Upheavals, revolutions and rebels in the public lectures

In Spring Semester 2017, the University of St.Gallen (HSG) will invite the general public to 39 public lecture courses. The lecture series will take their bearings from current events, the geopolitical upheavals. The courses will start on 20 February 2017.

24 January 2017. Last year was witness to remarkable upheavals and changes: the UK decided to leave the European Union, the United States elected Donald Trump its 45th President, and right-wing populist, authoritarian and anti-democratic tendencies are undermining large parts of the world. Prof. Dr. Florian Wettstein, Director of the Public Programme, seized this opportunity to make this radical geopolitical change the subject of discussion in the public lectures.

Putting geopolitical developments into perspective

The history lectures will focus on explanations of current geopolitical developments. On the basis of the historical localisation of nationalists and populists from Cicero to Trump, the lecture will reveal both similarities and differences between historical and current events.

The lecture in political history will be devoted to the United States as a country of integration. In the process, it will disclose the USA's historically ambivalent attitude towards immigration. This attitude manifests itself in the fact that irrespective of the country’s well-known high degree of openness, immigrants also always had to overcome high social, legal and political obstacles.

Revolutions and rebels

Overthrows and revolutions of a different kind are also topics of the Public Programme. Digitalisation and its far-reaching effects on social coexistence are focused on by two lecture courses: The management lecture will home in on the "Digital Society", while the business IT lecture will provide a basis for "Understanding the Digital Age".

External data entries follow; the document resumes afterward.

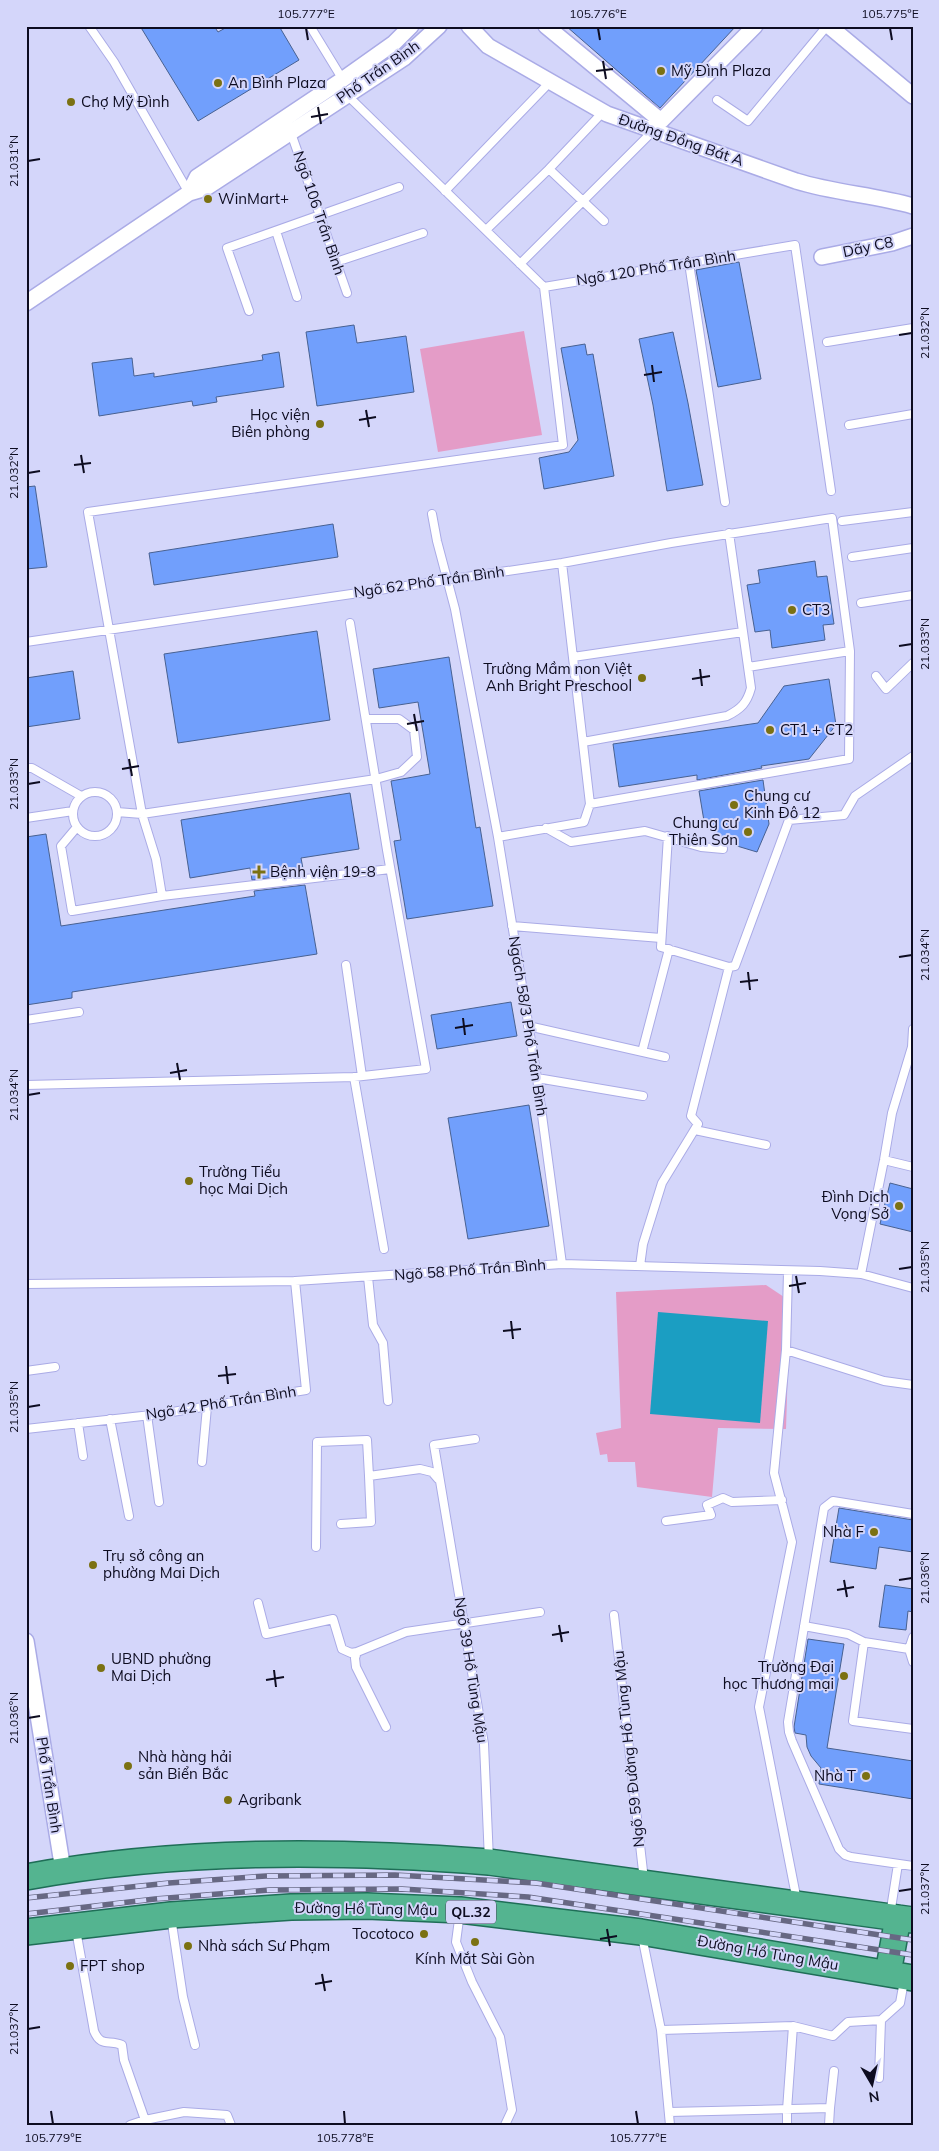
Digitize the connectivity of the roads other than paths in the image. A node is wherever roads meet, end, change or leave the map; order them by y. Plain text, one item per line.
1 (89, 26) edge
2 (310, 26) edge
3 (411, 26) edge
4 (439, 26) edge
5 (469, 26) edge
6 (755, 26) edge
7 (828, 26) edge
8 (549, 27) edge
9 (343, 80) junction
10 (550, 82) junction
11 (347, 95) junction
12 (913, 96) edge
13 (716, 100) dead end
14 (603, 112) junction
15 (290, 132) junction
16 (653, 132) junction
17 (549, 169) junction
18 (399, 187) dead end
19 (445, 191) junction
20 (189, 194) junction
21 (582, 201) junction
22 (913, 206) edge
23 (319, 214) junction
24 (604, 221) dead end
25 (486, 230) junction
26 (276, 231) junction
27 (422, 233) dead end
28 (913, 236) edge
29 (822, 257) dead end
30 (336, 262) junction
31 (689, 263) junction
32 (520, 264) junction
33 (544, 287) junction
34 (347, 293) dead end
35 (297, 297) dead end
36 (26, 303) edge
37 (249, 311) dead end
38 (913, 328) edge
39 (827, 342) dead end
40 (913, 414) edge
41 (849, 425) dead end
42 (831, 491) dead end
43 (726, 502) dead end
44 (913, 512) edge
45 (432, 514) dead end
46 (842, 521) dead end
47 (729, 533) junction
48 (913, 548) edge
49 (852, 557) dead end
50 (562, 563) junction
51 (447, 579) junction
52 (913, 595) edge
53 (861, 603) dead end
54 (350, 623) dead end
55 (108, 630) junction
56 (743, 632) junction
57 (26, 642) edge
58 (850, 651) junction
59 (573, 657) junction
60 (913, 663) edge
61 (748, 667) junction
62 (876, 676) dead end
63 (366, 719) junction
64 (583, 742) junction
65 (913, 756) edge
66 (26, 768) edge
67 (376, 779) junction
68 (81, 796) junction
69 (590, 804) junction
70 (73, 811) junction
71 (117, 812) junction
72 (142, 814) junction
73 (26, 818) edge
74 (77, 827) junction
75 (546, 828) junction
76 (668, 836) junction
77 (498, 837) junction
78 (722, 849) dead end
79 (390, 869) junction
80 (162, 896) junction
81 (512, 926) junction
82 (661, 938) junction
83 (669, 949) junction
84 (346, 965) dead end
85 (729, 966) junction
86 (79, 1012) dead end
87 (26, 1020) edge
88 (528, 1026) junction
89 (913, 1029) edge
90 (642, 1052) junction
91 (665, 1057) dead end
92 (358, 1076) junction
93 (537, 1078) junction
94 (26, 1085) edge
95 (643, 1096) dead end
96 (695, 1130) junction
97 (766, 1145) dead end
98 (884, 1160) junction
99 (913, 1167) edge
100 (384, 1249) dead end
101 (562, 1264) junction
102 (640, 1266) junction
103 (788, 1272) junction
104 (861, 1274) junction
105 (368, 1277) junction
106 (295, 1280) junction
107 (26, 1284) edge
108 (913, 1288) edge
109 (786, 1350) junction
110 (55, 1367) dead end
111 (26, 1372) edge
112 (913, 1385) edge
113 (388, 1401) dead end
114 (206, 1407) junction
115 (147, 1415) junction
116 (110, 1419) junction
117 (78, 1423) junction
118 (26, 1429) edge
119 (475, 1439) dead end
120 (83, 1456) dead end
121 (202, 1462) dead end
122 (369, 1476) junction
123 (440, 1481) junction
124 (782, 1500) junction
125 (159, 1502) dead end
126 (913, 1514) edge
127 (129, 1516) dead end
128 (666, 1521) dead end
129 (341, 1524) dead end
130 (316, 1547) dead end
131 (258, 1603) dead end
132 (540, 1612) dead end
133 (614, 1615) dead end
134 (464, 1623) junction
135 (804, 1626) junction
136 (913, 1637) edge
137 (26, 1641) edge
138 (864, 1642) junction
139 (909, 1649) junction
140 (356, 1652) junction
141 (913, 1662) edge
142 (386, 1726) dead end
143 (913, 1730) edge
144 (489, 1862) junction
145 (898, 1864) junction
146 (913, 1866) edge
147 (63, 1870) junction
148 (26, 1877) edge
149 (644, 1882) junction
150 (797, 1903) junction
151 (460, 1910) junction
152 (171, 1915) junction
153 (900, 1918) edge
154 (75, 1926) junction
155 (26, 1932) edge
156 (641, 1932) junction
157 (902, 1976) edge
158 (881, 2020) junction
159 (793, 2026) junction
160 (661, 2030) junction
161 (195, 2045) dead end
162 (834, 2071) dead end
163 (879, 2078) dead end
164 (830, 2108) junction
165 (787, 2110) junction
166 (669, 2112) junction
167 (145, 2120) junction
168 (130, 2125) edge
169 (231, 2125) edge
170 (505, 2125) edge
171 (670, 2125) edge
172 (788, 2125) edge
173 (829, 2125) edge

1 - 20 lane
2 - 9 lane
3 - 9 street, Phố Trần Bình
4 - 11 street, Phố Trần Bình
5 - 10 street, Đường Đồng Bát A
6 - 8 street
7 - 12 street
7 - 13 lane
9 - 20 street, Phố Trần Bình
10 - 14 street, Đường Đồng Bát A
10 - 19 lane
11 - 15 street, Phố Trần Bình
11 - 19 lane
14 - 16 street, Đường Đồng Bát A
14 - 17 lane
15 - 20 street, Phố Trần Bình
15 - 23 lane, Ngõ 106 Trần Bình
16 - 21 lane
16 - 22 street, Đường Đồng Bát A
17 - 21 lane
17 - 25 lane
18 - 23 lane
19 - 25 lane
20 - 36 street, Phố Trần Bình
21 - 24 lane
21 - 32 lane
23 - 26 lane
23 - 30 lane, Ngõ 106 Trần Bình
25 - 32 lane
26 - 35 lane
26 - 37 lane
27 - 30 lane
28 - 29 street, Dãy C8
30 - 34 lane, Ngõ 106 Trần Bình
31 - 33 lane, Ngõ 120 Phố Trần Bình
31 - 42 lane, Ngõ 120 Phố Trần Bình
31 - 43 lane
32 - 33 lane
33 - 55 lane
38 - 39 lane
40 - 41 lane
44 - 46 lane
45 - 51 lane, Ngách 58/3 Phố Trần Bình
47 - 50 lane, Ngõ 62 Phố Trần Bình
47 - 56 lane
47 - 58 lane, Ngõ 62 Phố Trần Bình
48 - 49 lane
50 - 51 lane, Ngõ 62 Phố Trần Bình
50 - 59 lane
51 - 55 lane, Ngõ 62 Phố Trần Bình
51 - 77 lane, Ngách 58/3 Phố Trần Bình
52 - 53 lane
54 - 63 lane
55 - 57 lane, Ngõ 62 Phố Trần Bình
55 - 72 lane
56 - 59 lane
56 - 61 lane
58 - 61 lane
58 - 69 lane
59 - 64 lane
60 - 62 lane
61 - 64 lane
63 - 67 lane
63 - 67 lane
64 - 69 lane
65 - 85 lane
66 - 68 lane
67 - 72 lane
67 - 79 lane
68 - 70 lane
68 - 71 lane
69 - 75 lane
70 - 73 lane
70 - 74 lane
71 - 72 lane
71 - 74 lane
72 - 80 lane
74 - 80 lane
75 - 76 lane
75 - 77 lane
76 - 78 lane
76 - 82 lane
77 - 81 lane, Ngách 58/3 Phố Trần Bình
79 - 80 lane
79 - 92 lane
81 - 82 lane
81 - 88 lane, Ngách 58/3 Phố Trần Bình
82 - 83 lane
83 - 85 lane
83 - 90 lane
84 - 92 lane
85 - 96 lane
86 - 87 lane
88 - 90 lane
88 - 93 lane, Ngách 58/3 Phố Trần Bình
89 - 98 lane
90 - 91 lane
92 - 94 lane
92 - 100 lane
93 - 95 lane
93 - 101 lane, Ngách 58/3 Phố Trần Bình
96 - 97 lane
96 - 102 lane
98 - 99 lane
98 - 104 lane
101 - 102 lane, Ngõ 58 Phố Trần Bình
101 - 105 lane, Ngõ 58 Phố Trần Bình
102 - 103 lane, Ngõ 58 Phố Trần Bình
103 - 104 lane, Ngõ 58 Phố Trần Bình
103 - 109 lane
104 - 108 lane, Ngõ 58 Phố Trần Bình
105 - 106 lane, Ngõ 58 Phố Trần Bình
105 - 113 lane
106 - 107 lane, Ngõ 58 Phố Trần Bình
106 - 114 lane, Ngõ 42 Phố Trần Bình
109 - 112 lane
109 - 124 lane
110 - 111 lane
114 - 115 lane, Ngõ 42 Phố Trần Bình
114 - 121 lane
115 - 116 lane, Ngõ 42 Phố Trần Bình
115 - 125 lane
116 - 117 lane, Ngõ 42 Phố Trần Bình
116 - 127 lane
117 - 118 lane, Ngõ 42 Phố Trần Bình
117 - 120 lane
119 - 123 lane, Ngõ 39 Hồ Tùng Mậu
122 - 123 lane
122 - 129 lane
122 - 130 lane
123 - 134 lane, Ngõ 39 Hồ Tùng Mậu
124 - 128 lane
124 - 150 lane
126 - 135 lane
131 - 140 lane
132 - 134 lane
133 - 149 lane, Ngõ 59 Đường Hồ Tùng Mậu
134 - 140 lane
134 - 144 lane, Ngõ 39 Hồ Tùng Mậu
135 - 138 lane
135 - 145 lane
136 - 139 lane
137 - 147 street, Phố Trần Bình
138 - 139 lane
138 - 143 lane
139 - 141 lane
140 - 142 lane
144 - 147 highway
144 - 149 highway
145 - 146 lane
145 - 153 lane
147 - 148 highway
149 - 150 highway
150 - 153 highway
151 - 152 highway, Đường Hồ Tùng Mậu / QL.32
151 - 156 highway, Đường Hồ Tùng Mậu / QL.32
151 - 170 lane
152 - 154 highway, Đường Hồ Tùng Mậu / QL.32
152 - 161 lane
153 - 157 highway
154 - 155 highway, Đường Hồ Tùng Mậu / QL.32
154 - 167 lane
156 - 157 highway, Đường Hồ Tùng Mậu / QL.32
156 - 160 lane
157 - 158 lane
158 - 159 lane
158 - 163 lane
159 - 160 lane
159 - 165 lane
160 - 166 lane
162 - 164 lane
164 - 165 lane
164 - 173 lane
165 - 166 lane
165 - 172 lane
166 - 171 lane
167 - 168 lane
167 - 169 lane

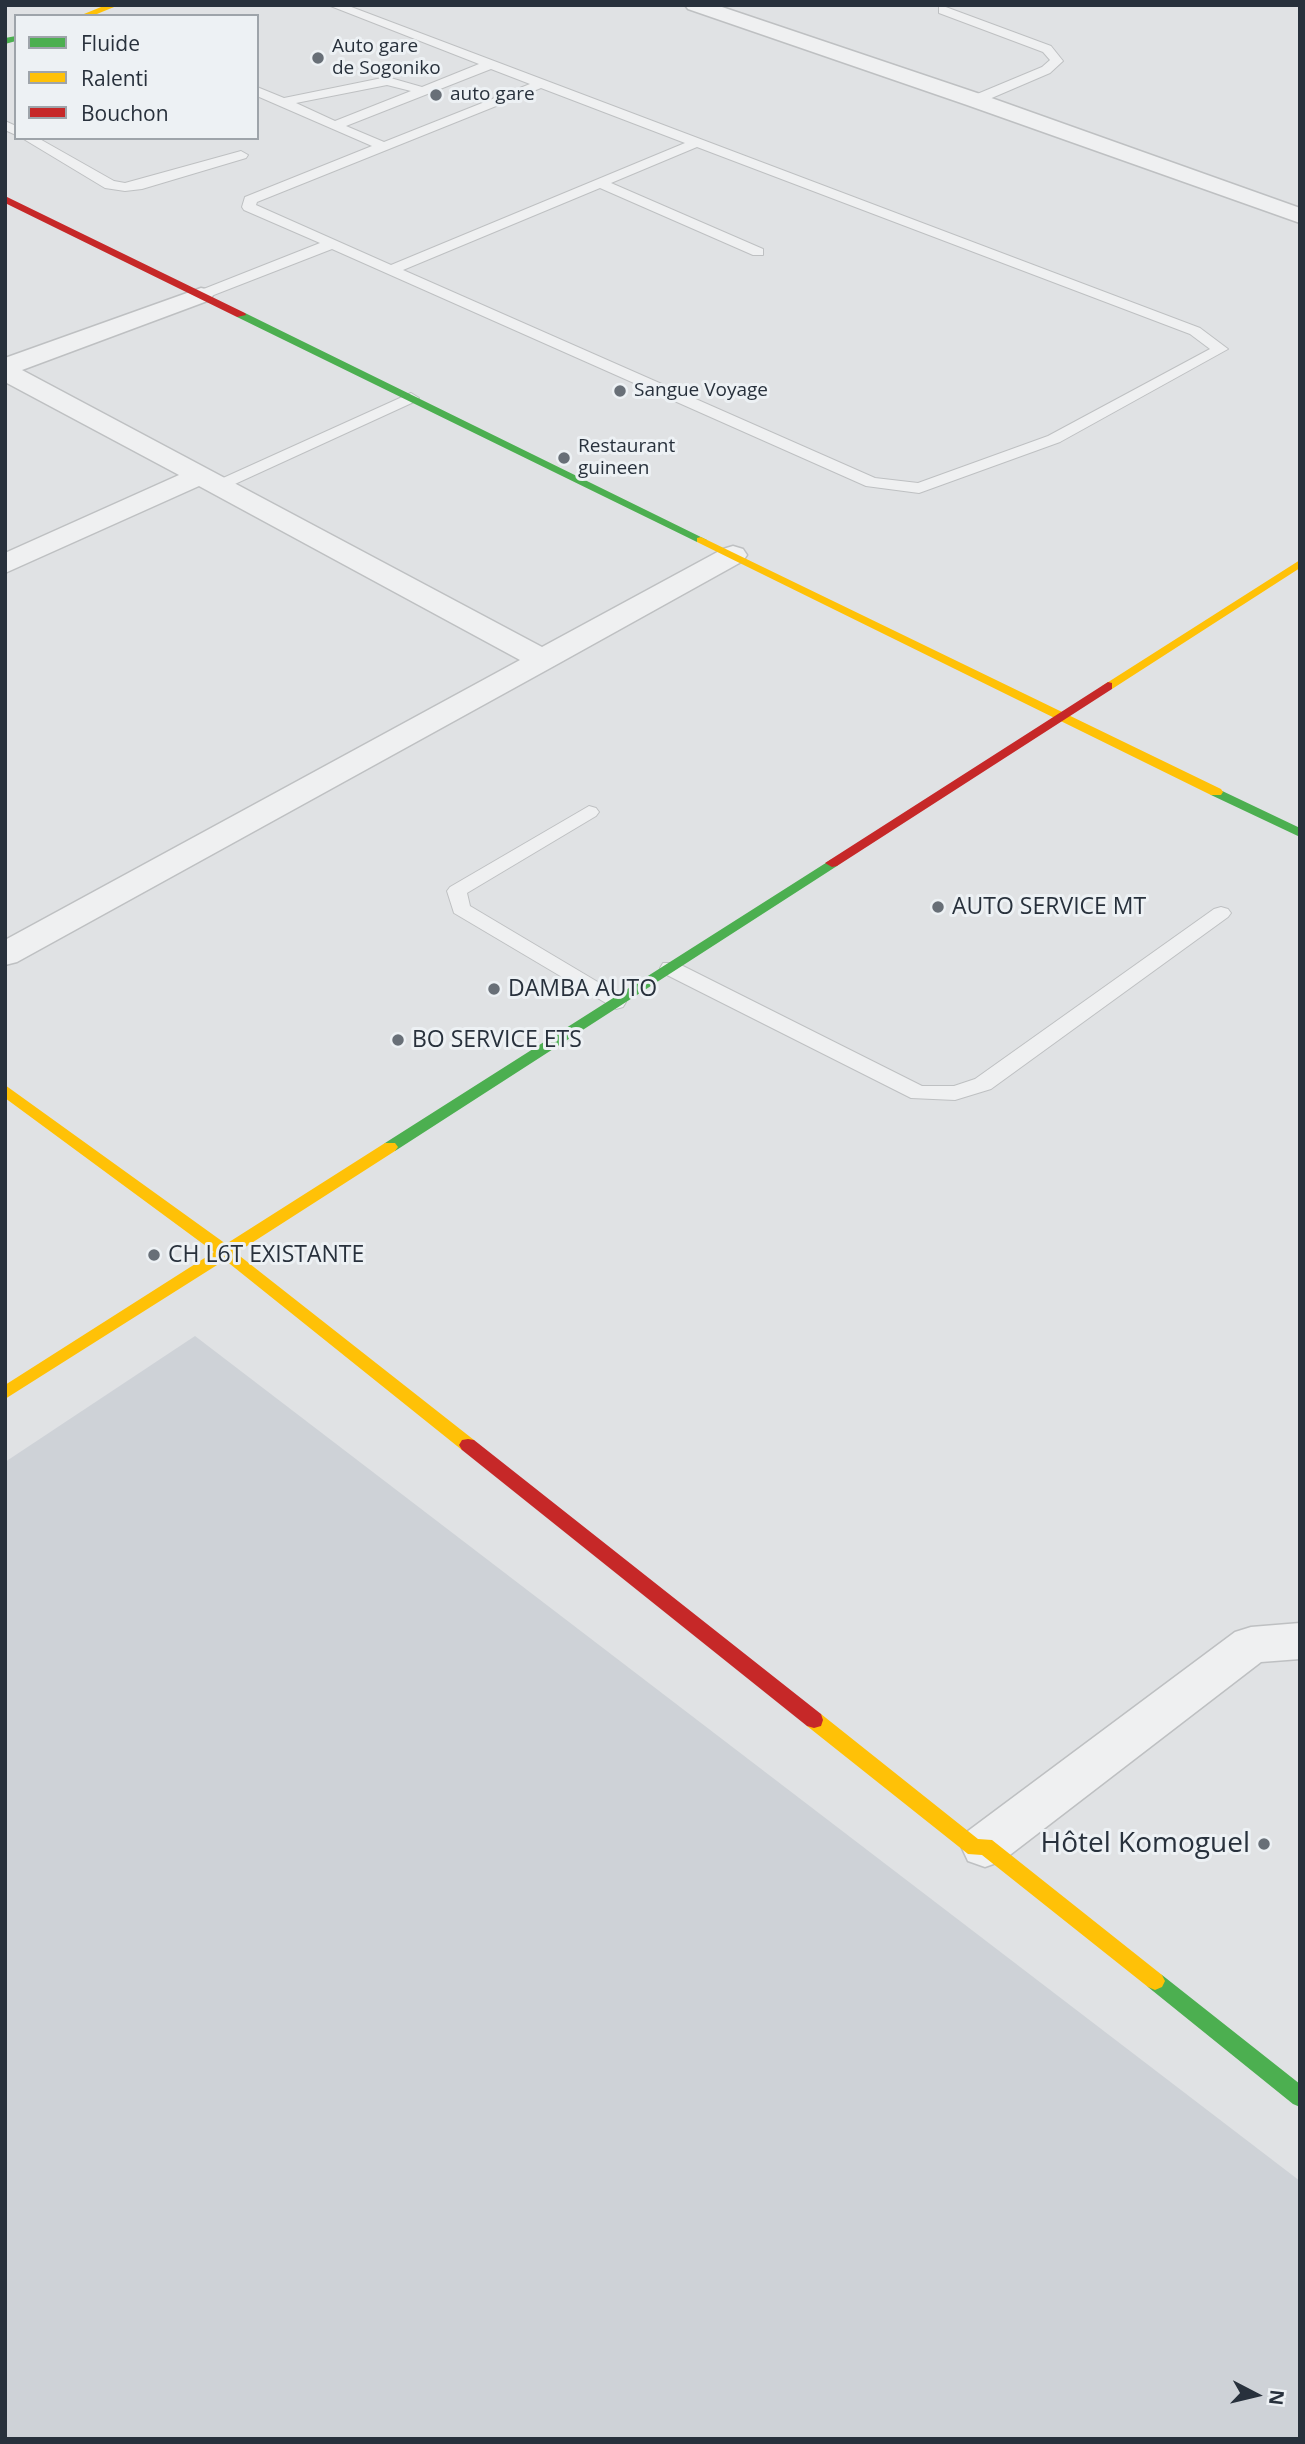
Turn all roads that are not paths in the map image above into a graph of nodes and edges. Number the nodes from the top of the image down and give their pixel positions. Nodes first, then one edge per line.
1 (115, 5) edge
2 (334, 5) edge
3 (695, 5) edge
4 (943, 10) dead end
5 (89, 14) edge
6 (489, 65) junction
7 (540, 84) junction
8 (424, 91) junction
9 (259, 92) edge
10 (975, 100) junction
11 (284, 103) junction
12 (336, 125) junction
13 (31, 140) edge
14 (696, 143) junction
15 (382, 146) junction
16 (241, 155) dead end
17 (600, 183) junction
18 (5, 199) edge
19 (1300, 216) edge
20 (331, 244) junction
21 (758, 252) dead end
22 (390, 270) junction
23 (201, 295) junction
24 (5, 369) edge
25 (411, 398) junction
26 (210, 480) junction
27 (733, 555) junction
28 (1300, 563) edge
29 (5, 564) edge
30 (543, 660) junction
31 (1061, 716) junction
32 (589, 811) dead end
33 (1300, 833) edge
34 (1222, 913) dead end
35 (5, 954) edge
36 (670, 968) junction
37 (616, 1002) junction
38 (5, 1090) edge
39 (225, 1252) junction
40 (5, 1392) edge
41 (1300, 1641) edge
42 (985, 1846) junction
43 (1300, 2097) edge

1 - 5 street
2 - 6 lane
3 - 10 street
4 - 10 lane
6 - 7 lane
6 - 8 lane
7 - 14 lane
7 - 15 lane
8 - 11 lane
8 - 12 lane
9 - 11 lane
10 - 19 street
11 - 12 lane
12 - 15 lane
13 - 16 lane
14 - 17 lane
14 - 22 lane
15 - 20 lane
17 - 21 lane
17 - 22 lane
18 - 23 street
20 - 22 lane
20 - 23 lane
23 - 24 street
23 - 25 street
24 - 26 street
25 - 26 lane
25 - 27 street
26 - 29 street
26 - 30 street
27 - 30 street
27 - 31 street
28 - 31 street
30 - 35 street
31 - 33 street
31 - 36 street
32 - 37 lane
34 - 36 lane
36 - 37 street
37 - 39 street
38 - 39 street
39 - 40 street
39 - 42 street
41 - 42 street
42 - 43 street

In addition, reformers and rebels will take centre stage in the music lectures. One lecture will deal with music at the time of the French Revolution, the other music lecture will look at the late work of the "enfant terrible" of the musical fraternity, Bob Dylan. For the lecture in Swiss literature, the HSG's Public Programme was able to attract a rebel of a nature all his own: Ulrich Knellwolf. He will relate how, as a theologian, he undertook a "buccaneering expedition" into the domain of narrative literature and mutated into a (joyful) "poacher into other people’s hunting grounds".